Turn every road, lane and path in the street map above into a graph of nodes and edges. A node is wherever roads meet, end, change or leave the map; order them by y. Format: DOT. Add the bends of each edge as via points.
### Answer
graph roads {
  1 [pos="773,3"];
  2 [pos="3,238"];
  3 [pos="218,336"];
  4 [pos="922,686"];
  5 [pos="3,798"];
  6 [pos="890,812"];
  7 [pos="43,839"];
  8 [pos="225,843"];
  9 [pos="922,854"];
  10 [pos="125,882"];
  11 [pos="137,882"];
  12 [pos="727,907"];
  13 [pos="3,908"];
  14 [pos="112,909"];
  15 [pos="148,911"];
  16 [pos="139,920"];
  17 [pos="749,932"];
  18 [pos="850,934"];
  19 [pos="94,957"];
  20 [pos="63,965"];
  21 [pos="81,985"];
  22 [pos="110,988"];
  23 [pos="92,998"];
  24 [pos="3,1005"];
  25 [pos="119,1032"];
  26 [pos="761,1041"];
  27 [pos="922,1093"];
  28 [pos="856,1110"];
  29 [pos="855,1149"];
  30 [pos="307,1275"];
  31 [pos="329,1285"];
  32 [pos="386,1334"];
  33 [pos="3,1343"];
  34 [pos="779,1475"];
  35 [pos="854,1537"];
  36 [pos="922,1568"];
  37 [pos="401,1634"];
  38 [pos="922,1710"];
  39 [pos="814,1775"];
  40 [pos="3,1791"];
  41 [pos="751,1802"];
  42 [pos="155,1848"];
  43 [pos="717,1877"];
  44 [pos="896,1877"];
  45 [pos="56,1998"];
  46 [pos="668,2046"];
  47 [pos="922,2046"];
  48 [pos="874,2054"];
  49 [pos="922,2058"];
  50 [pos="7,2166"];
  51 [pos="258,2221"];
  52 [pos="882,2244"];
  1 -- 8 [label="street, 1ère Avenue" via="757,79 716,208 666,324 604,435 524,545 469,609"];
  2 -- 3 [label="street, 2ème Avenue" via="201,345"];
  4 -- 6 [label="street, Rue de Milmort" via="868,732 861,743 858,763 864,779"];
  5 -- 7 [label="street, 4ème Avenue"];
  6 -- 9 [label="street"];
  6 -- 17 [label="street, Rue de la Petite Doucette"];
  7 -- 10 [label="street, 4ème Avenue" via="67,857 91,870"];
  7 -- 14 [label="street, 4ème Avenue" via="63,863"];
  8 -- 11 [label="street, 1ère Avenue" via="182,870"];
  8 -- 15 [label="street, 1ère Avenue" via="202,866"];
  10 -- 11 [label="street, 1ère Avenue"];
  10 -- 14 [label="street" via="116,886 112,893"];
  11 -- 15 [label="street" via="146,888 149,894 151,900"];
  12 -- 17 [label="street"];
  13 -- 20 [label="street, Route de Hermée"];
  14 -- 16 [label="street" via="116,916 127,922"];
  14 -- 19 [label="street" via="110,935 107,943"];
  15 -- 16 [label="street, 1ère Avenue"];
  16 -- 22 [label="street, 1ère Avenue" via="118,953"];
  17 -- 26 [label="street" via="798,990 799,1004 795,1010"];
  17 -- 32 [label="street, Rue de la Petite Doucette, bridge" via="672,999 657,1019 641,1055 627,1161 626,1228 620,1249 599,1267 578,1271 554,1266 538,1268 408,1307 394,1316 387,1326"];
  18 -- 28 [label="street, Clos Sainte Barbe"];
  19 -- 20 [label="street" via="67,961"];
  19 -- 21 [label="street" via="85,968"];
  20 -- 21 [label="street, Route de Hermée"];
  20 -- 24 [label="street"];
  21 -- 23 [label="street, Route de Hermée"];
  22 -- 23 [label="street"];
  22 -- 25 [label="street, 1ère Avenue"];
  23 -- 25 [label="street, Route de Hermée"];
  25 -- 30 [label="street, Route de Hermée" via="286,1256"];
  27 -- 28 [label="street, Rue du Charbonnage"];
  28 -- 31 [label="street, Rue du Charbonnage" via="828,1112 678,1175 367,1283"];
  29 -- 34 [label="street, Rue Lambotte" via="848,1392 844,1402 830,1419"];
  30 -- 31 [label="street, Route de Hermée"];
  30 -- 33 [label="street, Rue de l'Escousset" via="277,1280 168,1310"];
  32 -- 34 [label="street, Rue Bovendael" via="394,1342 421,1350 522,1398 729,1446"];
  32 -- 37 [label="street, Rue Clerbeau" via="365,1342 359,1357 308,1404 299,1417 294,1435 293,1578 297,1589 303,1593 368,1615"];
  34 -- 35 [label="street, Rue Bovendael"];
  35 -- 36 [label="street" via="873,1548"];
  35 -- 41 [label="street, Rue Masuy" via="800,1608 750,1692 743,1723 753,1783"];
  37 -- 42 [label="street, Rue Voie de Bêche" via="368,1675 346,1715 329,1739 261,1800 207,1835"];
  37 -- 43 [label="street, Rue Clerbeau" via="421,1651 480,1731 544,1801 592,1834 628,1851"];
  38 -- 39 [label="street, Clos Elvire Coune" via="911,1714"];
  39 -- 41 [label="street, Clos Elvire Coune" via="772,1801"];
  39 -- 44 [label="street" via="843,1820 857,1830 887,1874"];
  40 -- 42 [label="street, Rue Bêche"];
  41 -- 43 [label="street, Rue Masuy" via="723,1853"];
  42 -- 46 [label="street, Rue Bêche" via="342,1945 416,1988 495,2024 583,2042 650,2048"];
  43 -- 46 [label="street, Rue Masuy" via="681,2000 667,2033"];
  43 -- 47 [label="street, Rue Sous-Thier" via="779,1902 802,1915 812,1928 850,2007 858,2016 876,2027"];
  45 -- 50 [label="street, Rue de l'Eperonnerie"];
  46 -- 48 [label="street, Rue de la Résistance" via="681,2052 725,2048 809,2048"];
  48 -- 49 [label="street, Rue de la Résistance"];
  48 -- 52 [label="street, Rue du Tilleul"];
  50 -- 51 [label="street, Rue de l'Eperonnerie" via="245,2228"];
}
• • • • • • •
Your assignment:
Check each line of the listing above, and copy it if it contains the word "Hermée".

Answer section:
  13 -- 20 [label="street, Route de Hermée"];
  20 -- 21 [label="street, Route de Hermée"];
  21 -- 23 [label="street, Route de Hermée"];
  23 -- 25 [label="street, Route de Hermée"];
  25 -- 30 [label="street, Route de Hermée" via="286,1256"];
  30 -- 31 [label="street, Route de Hermée"];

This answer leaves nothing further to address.